Deep under the floor of the Mediterranean off the French coast, the pincer of a remotely guided underwater robotic delicately closes round a centuries-old jug mendacity close to a Sixteenth-century shipwreck.
“It’s important to be extraordinarily exact in order to not injury the positioning, in order to not fire up sediment,” says navy officer Sebastien, who can not give his second title for safety causes.
A two-hour journey from the French Riviera, Sebastien is overseeing the primary of a number of archaeological missions on the deepest shipwreck in French territorial waters.
A routine military survey of the seabed uncovered the Sixteenth-century service provider ship by probability final 12 months in waters off the coast of Ramatuelle, near Saint-Tropez.
Archaeologists consider the ship was crusing from northern Italy loaded with ceramics and metallic bars earlier than it sank.
Now the French navy and the tradition ministry’s underwater archaeology division are again to examine the surviving artefacts misplaced greater than 2,500 metres (1.5 miles) under sea degree.
– Cannon, piles of jugs –
The navy is protecting secret the placement of the wreckage website, which they’ve dubbed “Camarat 4” — even when most individuals would unlikely have the means to succeed in a website so deep.
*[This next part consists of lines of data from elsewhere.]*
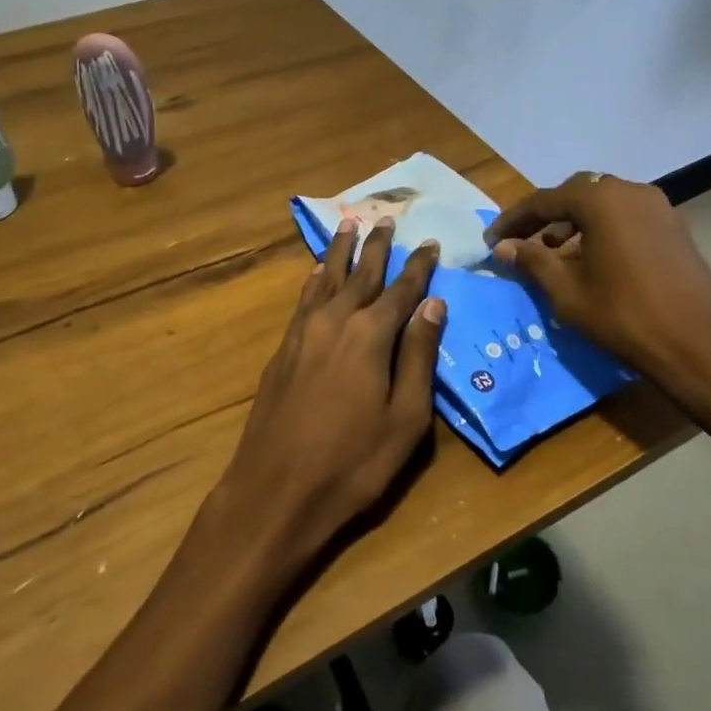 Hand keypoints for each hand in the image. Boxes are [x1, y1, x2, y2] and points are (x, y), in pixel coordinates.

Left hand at [213, 217, 444, 573]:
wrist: (276, 491)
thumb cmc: (353, 462)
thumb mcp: (406, 417)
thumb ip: (418, 356)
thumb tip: (434, 305)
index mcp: (370, 335)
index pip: (402, 290)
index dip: (419, 267)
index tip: (431, 244)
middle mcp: (335, 322)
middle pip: (360, 274)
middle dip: (376, 246)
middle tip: (386, 219)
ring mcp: (302, 334)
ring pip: (325, 279)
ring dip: (340, 252)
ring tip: (348, 226)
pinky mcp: (282, 351)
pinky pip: (303, 301)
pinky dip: (314, 281)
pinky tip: (317, 274)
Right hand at [484, 173, 710, 397]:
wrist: (700, 345)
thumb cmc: (624, 317)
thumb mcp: (567, 292)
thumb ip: (533, 261)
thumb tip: (504, 246)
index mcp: (601, 200)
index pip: (544, 201)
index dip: (513, 221)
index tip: (491, 241)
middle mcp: (631, 191)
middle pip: (577, 195)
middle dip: (545, 217)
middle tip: (522, 244)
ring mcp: (659, 208)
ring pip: (604, 206)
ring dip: (575, 224)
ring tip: (554, 255)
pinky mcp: (674, 228)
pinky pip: (627, 218)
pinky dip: (602, 231)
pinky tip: (592, 261)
The solar has barely risen when the mission’s navy tugboat arrives on website, carrying an underwater robotic and two massive containers performing as makeshift places of work for marine archaeologists.
Its crew decrease the robotic — which is provided with cameras in addition to pincers — into the water.
A navy officer guides the robotic down, linked to the ship by way of a protracted cable, as specialists monitor its gradual descent on screens.
An hour later, the gadget — which is designed to plunge as deep as 4,000 metres — is gliding over piles of spherical pitchers on the ocean flooring.
Slowly, by way of its cameras, it reveals the wreck to the crew sitting on deck.
It captures footage of a cannon, in addition to tons of of pitchers and plates, embellished with floral motifs, crosses and fish.
The robotic shoots eight photos per second for 3 hours, grabbing greater than 86,000 pictures that can then be used to create a 3D mannequin of the positioning.
Archaeologist Franca Cibecchini is delighted the water is so clear.
“The visibility is superb. You nearly cannot inform it is so deep,” she says.
“It’s most probably a service provider ship carrying glazed pottery from Liguria,” a area within the northwest of Italy, Cibecchini provides.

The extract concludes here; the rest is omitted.